[MATERIAL PROVIDED — start]

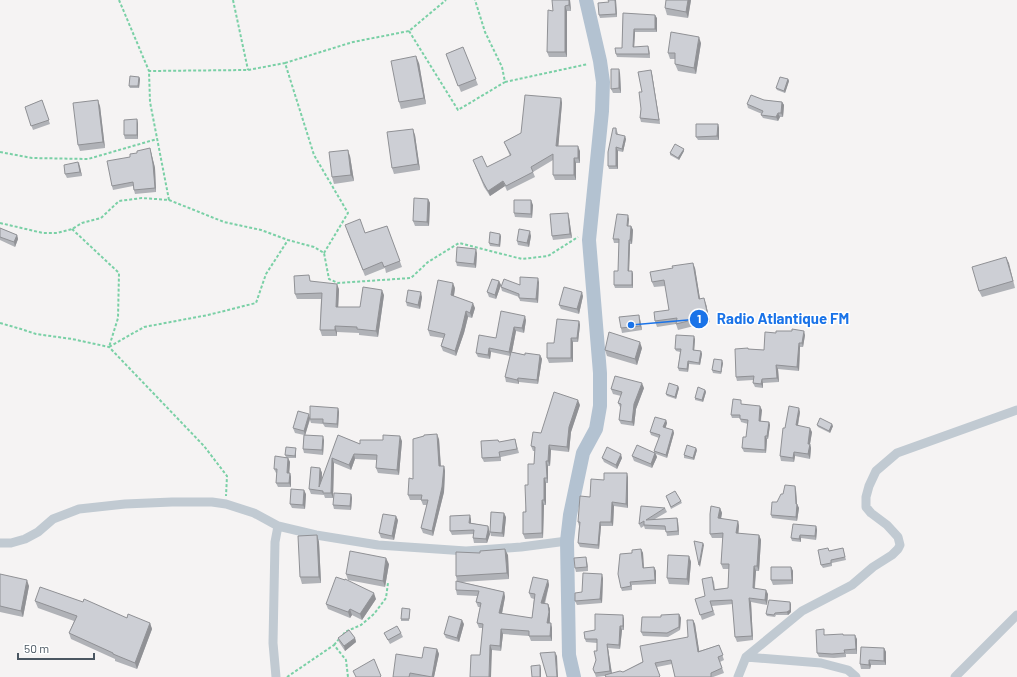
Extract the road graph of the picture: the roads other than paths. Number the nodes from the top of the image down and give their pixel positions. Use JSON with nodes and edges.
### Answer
{"nodes":[{"id":1,"x":586,"y":0,"type":"edge"},
{"id":2,"x":1017,"y":410,"type":"edge"},
{"id":3,"x":278,"y":526,"type":"junction"},
{"id":4,"x":567,"y":541,"type":"junction"},
{"id":5,"x":0,"y":543,"type":"edge"},
{"id":6,"x":1017,"y":615,"type":"edge"},
{"id":7,"x":746,"y":657,"type":"junction"},
{"id":8,"x":276,"y":677,"type":"edge"},
{"id":9,"x":574,"y":677,"type":"edge"},
{"id":10,"x":738,"y":677,"type":"edge"},
{"id":11,"x":856,"y":677,"type":"edge"},
{"id":12,"x":955,"y":677,"type":"edge"}],
"edges":[{"from":1,"to":4,"type":"main road"},
{"from":2,"to":7,"type":"street"},
{"from":3,"to":4,"type":"street"},
{"from":3,"to":5,"type":"street"},
{"from":3,"to":8,"type":"street"},
{"from":4,"to":9,"type":"main road"},
{"from":6,"to":12,"type":"street"},
{"from":7,"to":10,"type":"street"},
{"from":7,"to":11,"type":"street"}]}
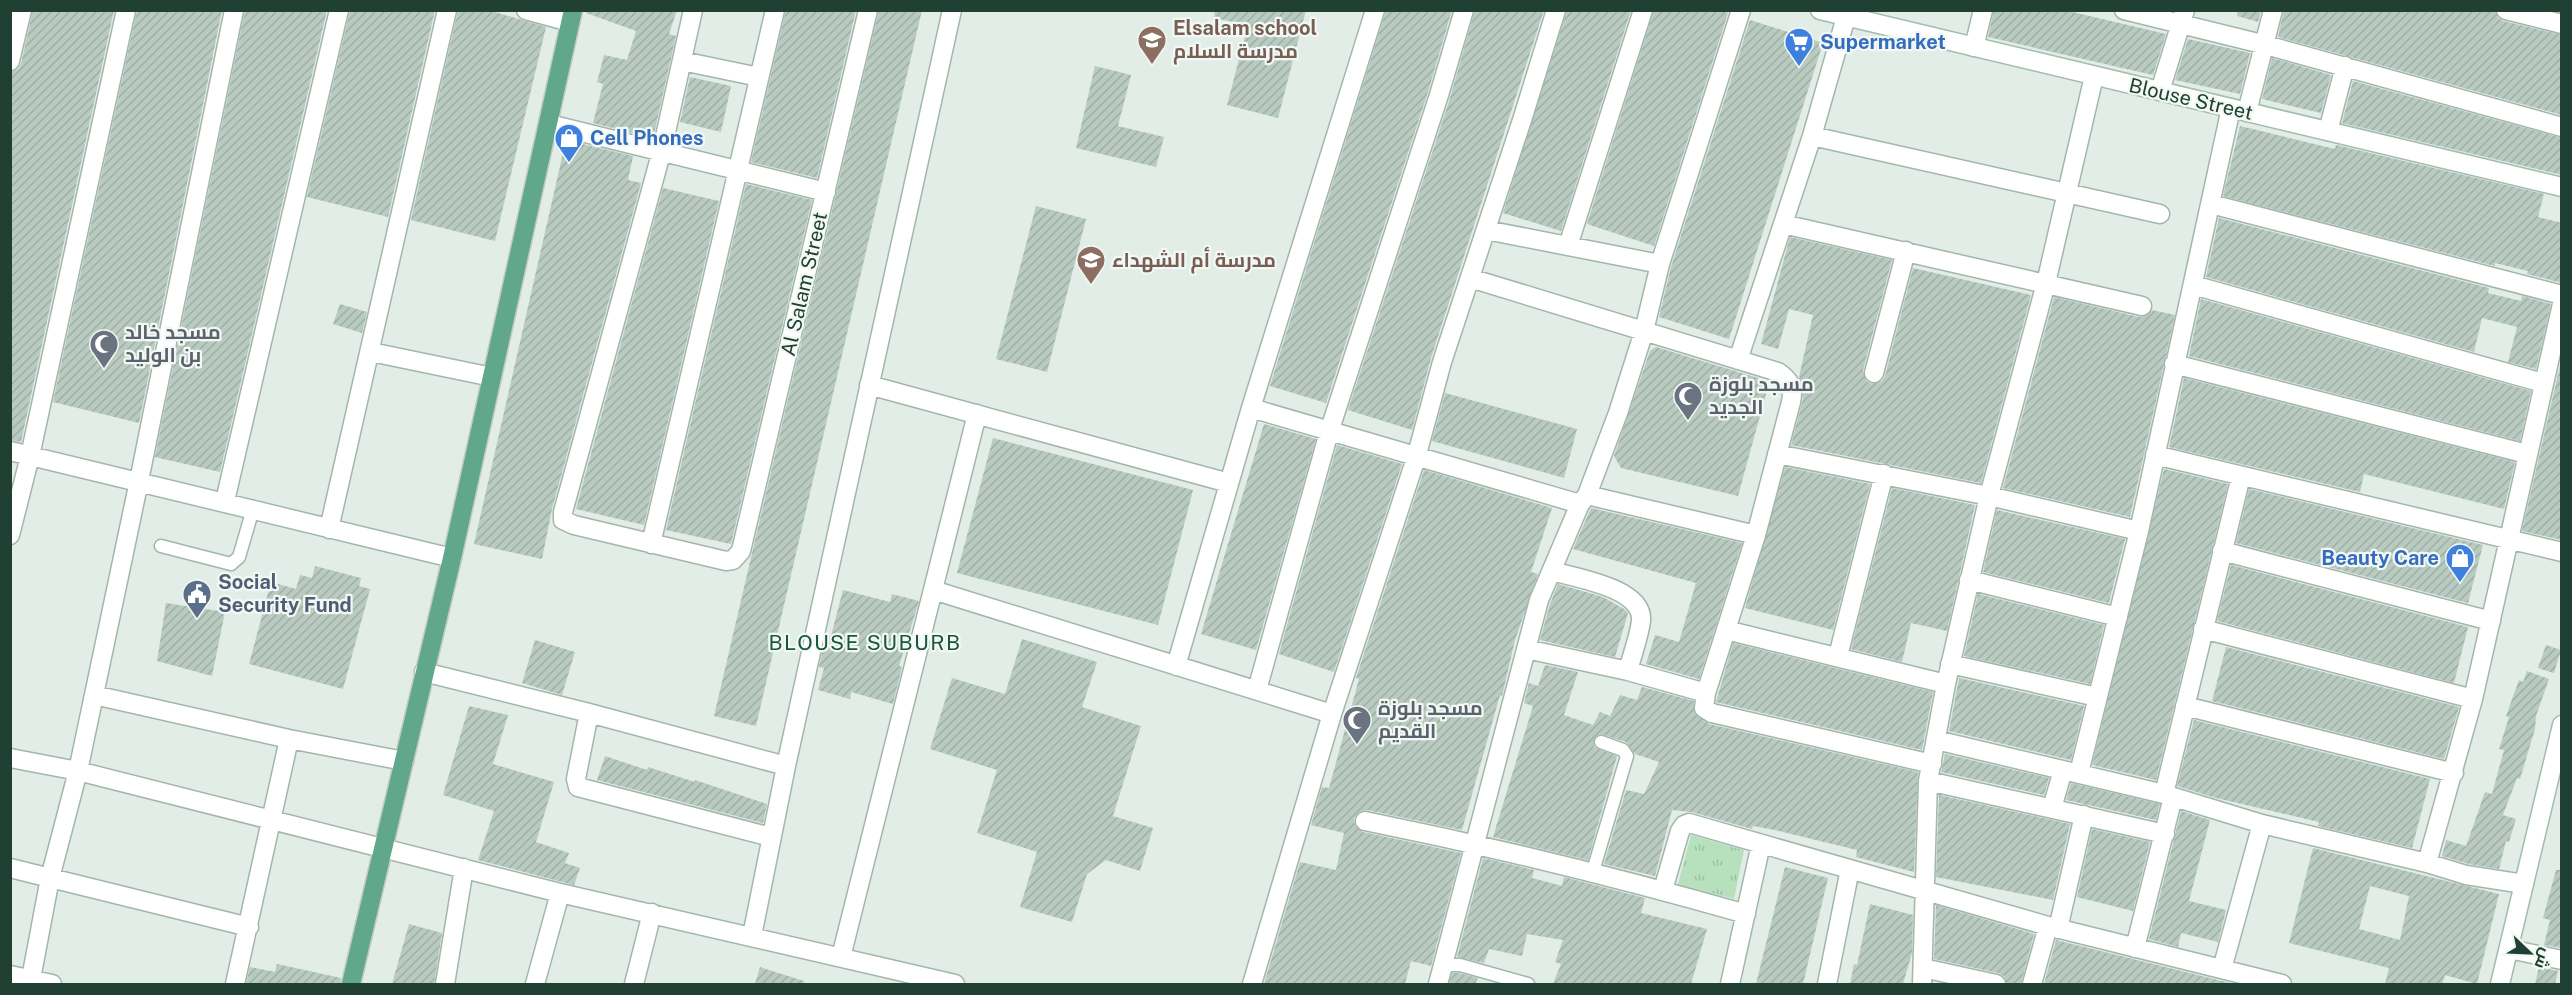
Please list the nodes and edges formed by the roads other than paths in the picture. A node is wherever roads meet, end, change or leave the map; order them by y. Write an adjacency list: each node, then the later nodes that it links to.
1 (22, 10): 27 (street)
2 (126, 10): 71 (street)
3 (234, 10): 75 (street)
4 (339, 10): 79 (street)
5 (447, 10): 57 (street)
6 (526, 10): 22 (street)
7 (693, 10): 28 (street)
8 (775, 10): 31 (street)
9 (868, 10): 41 (street, Al Salam Street)
10 (952, 10): 63 (street)
11 (1375, 10): 64 (street)
12 (1464, 10): 66 (street)
13 (1556, 10): 46 (street)
14 (1643, 10): 47 (street)
15 (1741, 10): 49 (street)
16 (1820, 10): 21 (street, Blouse Street)
17 (1983, 10): 26 (street)
18 (2124, 10): 23 (street)
19 (2273, 10): 25 (street)
20 (2506, 10): 24 (street)
21 (1841, 14): 26 (street, Blouse Street); 37 (street)
22 (572, 16): 34 (main road)
23 (2183, 18): 25 (street); 32 (street)
24 (2562, 24)
25 (2266, 45): 29 (street); 33 (street)
26 (1974, 47): 30 (street, Blouse Street)
27 (10, 61)
28 (682, 61): 31 (street); 38 (street)
29 (2345, 66): 35 (street); 36 (street)
30 (2094, 76): 32 (street, Blouse Street); 42 (street)
31 (759, 77): 39 (street)
32 (2160, 91): 33 (street, Blouse Street)
33 (2239, 110): 36 (street, Blouse Street); 43 (street)
34 (549, 124): 38 (street); 61 (main road)
35 (2562, 127)
36 (2328, 131): 40 (street, Blouse Street)
37 (1812, 136): 42 (street); 45 (street)
38 (662, 150): 39 (street); 86 (street)
39 (737, 169): 41 (street); 86 (street)
40 (2562, 187)
41 (826, 192): 86 (street, Al Salam Street)
42 (2066, 193): 44 (street); 51 (street)
43 (2211, 204): 52 (street); 53 (street)
44 (2160, 214)
45 (1783, 224): 48 (street); 58 (street)
46 (1485, 230): 47 (street); 50 (street)
47 (1568, 246): 49 (street)
48 (1906, 251): 51 (street); 60 (street)
49 (1660, 264): 56 (street)
50 (1470, 278): 56 (street); 72 (street)
51 (2046, 283): 55 (street); 77 (street)
52 (2193, 285): 59 (street); 62 (street)
53 (2562, 296)
54 (2562, 304): 62 (street)
55 (2142, 306)
56 (1644, 331): 58 (street); 78 (street)
57 (371, 352): 61 (street); 81 (street)
58 (1738, 360): 68 (street)
59 (2174, 364): 69 (street); 70 (street)
60 (1874, 373)
61 (492, 377): 90 (main road)
62 (2543, 383): 69 (street)
63 (869, 385): 65 (street); 119 (street)
64 (1251, 408): 66 (street); 76 (street)
65 (977, 414): 76 (street); 93 (street)
66 (1329, 432): 72 (street); 105 (street)
67 (10, 452): 71 (street)
68 (1777, 454): 73 (street); 84 (street)
69 (2527, 454): 85 (street)
70 (2155, 455): 74 (street); 82 (street)
71 (30, 456): 75 (street); 83 (street)
72 (1416, 458): 78 (street); 112 (street)
73 (1884, 474): 77 (street); 99 (street)
74 (2241, 476): 85 (street); 88 (street)
75 (140, 481): 79 (street); 107 (street)
76 (1229, 483): 101 (street)
77 (1989, 496): 82 (street); 92 (street)
78 (1583, 499): 84 (street); 91 (street)
79 (225, 501): 80 (street)
80 (253, 509): 81 (street); 87 (lane)
81 (329, 529): 90 (street)
82 (2139, 531): 94 (street)
83 (10, 535)
84 (1756, 536): 97 (street)
85 (2508, 538): 89 (street); 95 (street)
86 (651, 544)
87 (161, 546)
88 (2222, 551): 95 (street); 96 (street)
89 (2562, 552)
90 (452, 558): 103 (main road)
91 (1552, 571): 98 (street); 102 (street)
92 (1969, 580): 94 (street); 100 (street)
93 (933, 590): 101 (street); 152 (street)
94 (2118, 617): 108 (street)
95 (2491, 621): 109 (street)
96 (2203, 629): 109 (street); 110 (street)
97 (1726, 630): 99 (street); 106 (street)
98 (1526, 649): 102 (street); 132 (street)
99 (1838, 656): 104 (street)
100 (1950, 664): 104 (street); 108 (street)
101 (1176, 666): 105 (street)
102 (1628, 671): 106 (street)
103 (424, 672): 111 (street); 118 (main road)
104 (1946, 684): 115 (street)
105 (1257, 690): 112 (street)
106 (1706, 693): 122 (street)
107 (94, 694): 114 (street); 120 (street)
108 (2097, 696): 121 (street)
109 (2473, 699): 123 (street)
110 (2185, 706): 123 (street); 124 (street)
111 (590, 713): 119 (street); 131 (street)
112 (1332, 714): 166 (street)
113 (2562, 725): 141 (street)
114 (288, 739): 118 (street); 127 (street)
115 (1936, 740): 121 (street); 122 (street)
116 (1601, 742): 139 (lane)
117 (10, 758): 120 (street)
118 (404, 761): 134 (main road)
119 (786, 766): 131 (street)
120 (78, 771): 127 (street); 140 (street)
121 (2071, 772): 124 (street); 125 (street)
122 (1930, 773): 125 (street); 142 (street)
123 (2454, 773): 135 (street)
124 (2168, 796): 129 (street); 130 (street)
125 (2052, 808): 126 (street)
126 (2084, 815): 130 (street); 148 (street)
127 (272, 821): 134 (street); 147 (street)
128 (1365, 821): 132 (street)
129 (2262, 824): 135 (street); 156 (street)
130 (2164, 834): 150 (street)
131 (771, 837): 149 (street)
132 (1475, 843): 139 (street); 157 (street)
133 (1761, 844): 138 (street); 143 (street); 146 (street)
134 (382, 848): 137 (street); 161 (main road)
135 (2427, 863): 141 (street)
136 (10, 868): 140 (street)
137 (464, 868): 144 (street); 162 (street)
138 (1850, 869): 142 (street); 169 (street)
139 (1593, 871): 143 (street)
140 (50, 878): 147 (street); 158 (street)
141 (2524, 884): 151 (street)
142 (1925, 889): 148 (street); 155 (street)
143 (1663, 890): 146 (street)
144 (560, 893): 145 (street); 163 (street)
145 (652, 913): 149 (street); 164 (street)
146 (1746, 914): 168 (street)
147 (249, 927): 160 (street)
148 (2053, 927): 150 (street); 171 (street)
149 (752, 936): 152 (street)
150 (2135, 948): 156 (street)
151 (2509, 949): 153 (street); 173 (street)
152 (841, 957): 165 (street)
153 (2562, 960)
154 (10, 975): 158 (street)
155 (1922, 976): 170 (street)
156 (2232, 976): 172 (street)
157 (1440, 977): 167 (lane)
158 (31, 982): 159 (street)
159 (52, 984)
160 (235, 984)
161 (351, 984)
162 (445, 984)
163 (536, 984)
164 (634, 984)
165 (955, 984)
166 (1252, 984)
167 (1528, 984)
168 (1730, 984)
169 (1827, 984)
170 (1996, 984)
171 (2032, 984)
172 (2282, 984)
173 (2500, 984)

[MATERIAL PROVIDED — finish]

PROBLEM DESCRIPTION: Work out how many lines in this material include the word "Salam", and reply with that number alone.

ANSWER FOR THIS EXERCISE: 2